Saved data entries
#####

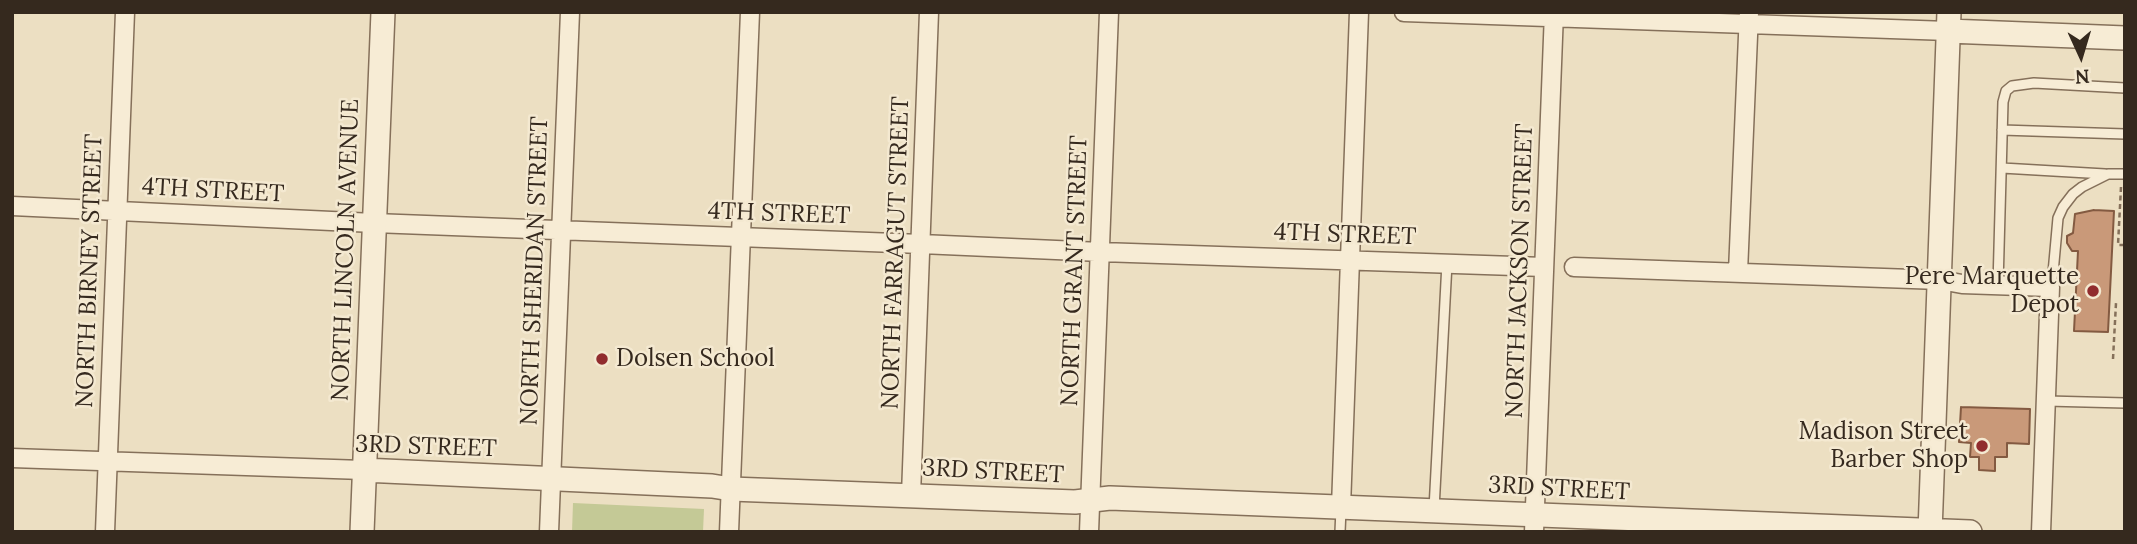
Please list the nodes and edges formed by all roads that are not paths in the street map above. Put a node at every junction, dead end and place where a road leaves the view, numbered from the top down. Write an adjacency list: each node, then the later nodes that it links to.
1 (125, 12): 20 (street, NORTH BIRNEY STREET)
2 (383, 12): 21 (street, NORTH LINCOLN AVENUE)
3 (570, 12): 22 (street, NORTH SHERIDAN STREET)
4 (750, 12): 23 (street)
5 (929, 12): 24 (street, NORTH FARRAGUT STREET)
6 (1109, 12): 25 (street, NORTH GRANT STREET)
7 (1359, 12): 26 (street)
8 (1404, 12): 9 (street)
9 (1554, 16): 10 (street); 28 (street, NORTH JACKSON STREET)
10 (1749, 18): 11 (street); 30 (street)
11 (1949, 22): 12 (street); 31 (street)
12 (2125, 38)
13 (2125, 88): 14 (lane)
14 (2002, 130): 15 (lane); 16 (lane)
15 (2125, 134)
16 (2001, 168): 17 (lane); 32 (lane)
17 (2108, 174): 18 (lane); 33 (lane)
18 (2123, 179)
19 (12, 206): 20 (street, 4TH STREET)
20 (116, 211): 21 (street, 4TH STREET); 37 (street, NORTH BIRNEY STREET)
21 (374, 223): 22 (street, 4TH STREET); 38 (street, NORTH LINCOLN AVENUE)
22 (562, 230): 23 (street, 4TH STREET); 39 (street, NORTH SHERIDAN STREET)
23 (740, 237): 24 (street, 4TH STREET); 40 (street)
24 (921, 244): 25 (street, 4TH STREET); 41 (street, NORTH FARRAGUT STREET)
25 (1101, 252): 26 (street, 4TH STREET); 42 (street, NORTH GRANT STREET)
26 (1350, 259): 27 (street, 4TH STREET); 43 (street)
27 (1447, 263): 28 (street, 4TH STREET); 44 (lane)
28 (1544, 267): 45 (street, NORTH JACKSON STREET)
29 (1574, 267): 30 (street)
30 (1738, 272): 31 (street)
31 (1940, 279): 32 (street); 47 (street)
32 (1998, 285): 33 (street)
33 (2050, 287): 34 (street)
34 (2047, 401): 35 (lane); 55 (street)
35 (2125, 403)
36 (12, 458): 37 (street, 3RD STREET)
37 (108, 462): 38 (street, 3RD STREET); 48 (street, NORTH BIRNEY STREET)
38 (363, 470): 39 (street, 3RD STREET); 49 (street, NORTH LINCOLN AVENUE)
39 (551, 478): 40 (street, 3RD STREET); 50 (street, NORTH SHERIDAN STREET)
40 (731, 489): 41 (street, 3RD STREET); 51 (street)
41 (911, 495): 42 (street, 3RD STREET)
42 (1091, 499): 43 (street, 3RD STREET); 52 (street, NORTH GRANT STREET)
43 (1341, 507): 44 (street, 3RD STREET); 53 (lane)
44 (1434, 510): 45 (street, 3RD STREET)
45 (1535, 523): 46 (street, 3RD STREET)
46 (1729, 528): 47 (street, 3RD STREET)
47 (1930, 531): 54 (street, 3RD STREET)
48 (105, 532)
49 (362, 532)
50 (549, 532)
51 (729, 532)
52 (1089, 532)
53 (1340, 532)
54 (1970, 532)
55 (2041, 532)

#####

#### WHAT YOU NEED TO DO
Since only the total is wanted, work out how many lines of the data above contain "FARRAGUT" and state it alone.

#### EXERCISE SOLUTION
2